■ **What needs to be done**: For each line of the data below, copy it if it holds the word "dead".

■ **Input data**:
━━━━━━━━━━━━━━━━

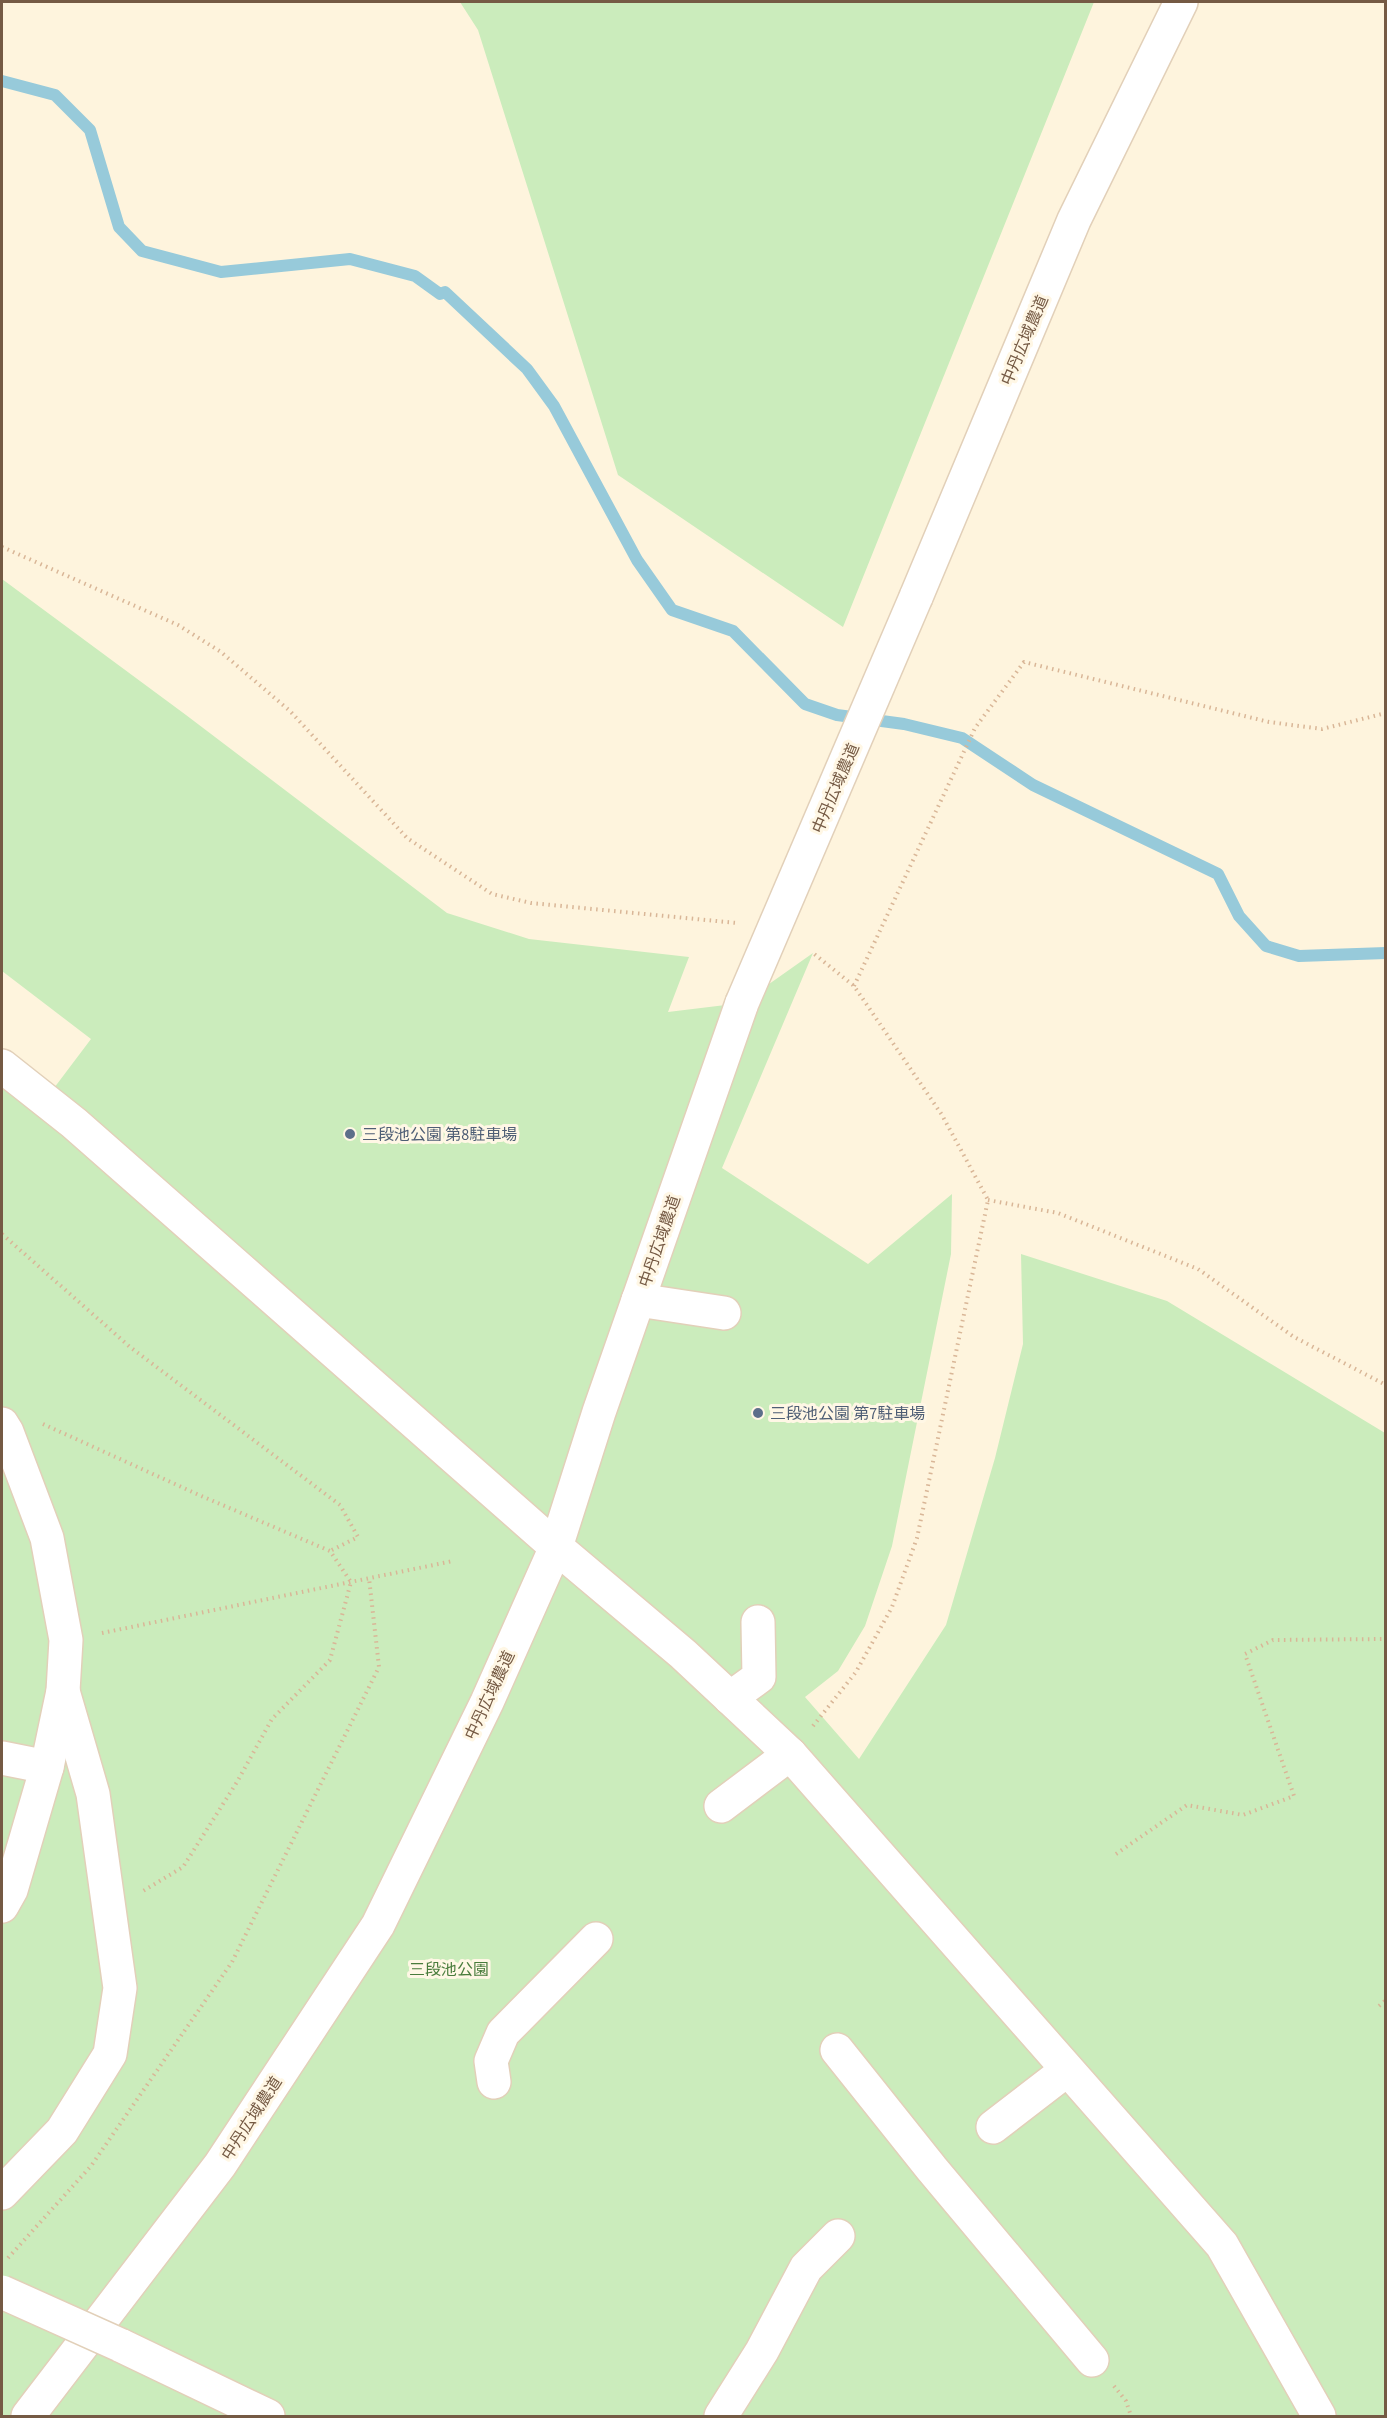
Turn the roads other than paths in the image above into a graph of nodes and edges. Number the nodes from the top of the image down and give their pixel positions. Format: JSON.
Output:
{"nodes":[{"id":1,"x":1181,"y":2,"type":"edge"},
{"id":2,"x":2,"y":1066,"type":"edge"},
{"id":3,"x":638,"y":1300,"type":"junction"},
{"id":4,"x":724,"y":1313,"type":"dead end"},
{"id":5,"x":2,"y":1424,"type":"edge"},
{"id":6,"x":556,"y":1547,"type":"junction"},
{"id":7,"x":758,"y":1622,"type":"dead end"},
{"id":8,"x":63,"y":1691,"type":"junction"},
{"id":9,"x":730,"y":1698,"type":"junction"},
{"id":10,"x":790,"y":1754,"type":"junction"},
{"id":11,"x":2,"y":1758,"type":"edge"},
{"id":12,"x":47,"y":1767,"type":"junction"},
{"id":13,"x":721,"y":1806,"type":"dead end"},
{"id":14,"x":2,"y":1906,"type":"edge"},
{"id":15,"x":596,"y":1939,"type":"dead end"},
{"id":16,"x":837,"y":2050,"type":"dead end"},
{"id":17,"x":1067,"y":2070,"type":"junction"},
{"id":18,"x":494,"y":2082,"type":"dead end"},
{"id":19,"x":993,"y":2127,"type":"dead end"},
{"id":20,"x":2,"y":2193,"type":"edge"},
{"id":21,"x":838,"y":2236,"type":"dead end"},
{"id":22,"x":2,"y":2292,"type":"edge"},
{"id":23,"x":1092,"y":2360,"type":"dead end"},
{"id":24,"x":28,"y":2416,"type":"edge"},
{"id":25,"x":268,"y":2416,"type":"edge"},
{"id":26,"x":721,"y":2416,"type":"edge"},
{"id":27,"x":1319,"y":2416,"type":"edge"}],
"edges":[{"from":1,"to":3,"type":"street","name":"中丹広域農道","bridge":true},
{"from":2,"to":6,"type":"street"},
{"from":3,"to":4,"type":"street"},
{"from":3,"to":6,"type":"street","name":"中丹広域農道"},
{"from":5,"to":8,"type":"street"},
{"from":6,"to":9,"type":"street"},
{"from":6,"to":24,"type":"street","name":"中丹広域農道"},
{"from":7,"to":9,"type":"street"},
{"from":8,"to":12,"type":"street"},
{"from":8,"to":20,"type":"street"},
{"from":9,"to":10,"type":"street"},
{"from":10,"to":13,"type":"street"},
{"from":10,"to":17,"type":"street"},
{"from":11,"to":12,"type":"street"},
{"from":12,"to":14,"type":"street"},
{"from":15,"to":18,"type":"street"},
{"from":16,"to":23,"type":"street"},
{"from":17,"to":19,"type":"street"},
{"from":17,"to":27,"type":"street"},
{"from":21,"to":26,"type":"street"},
{"from":22,"to":25,"type":"street","bridge":true}]}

━━━━━━━━━━━━━━━━

■ **Answer to this task**:
{"id":4,"x":724,"y":1313,"type":"dead end"},
{"id":7,"x":758,"y":1622,"type":"dead end"},
{"id":13,"x":721,"y":1806,"type":"dead end"},
{"id":15,"x":596,"y":1939,"type":"dead end"},
{"id":16,"x":837,"y":2050,"type":"dead end"},
{"id":18,"x":494,"y":2082,"type":"dead end"},
{"id":19,"x":993,"y":2127,"type":"dead end"},
{"id":21,"x":838,"y":2236,"type":"dead end"},
{"id":23,"x":1092,"y":2360,"type":"dead end"},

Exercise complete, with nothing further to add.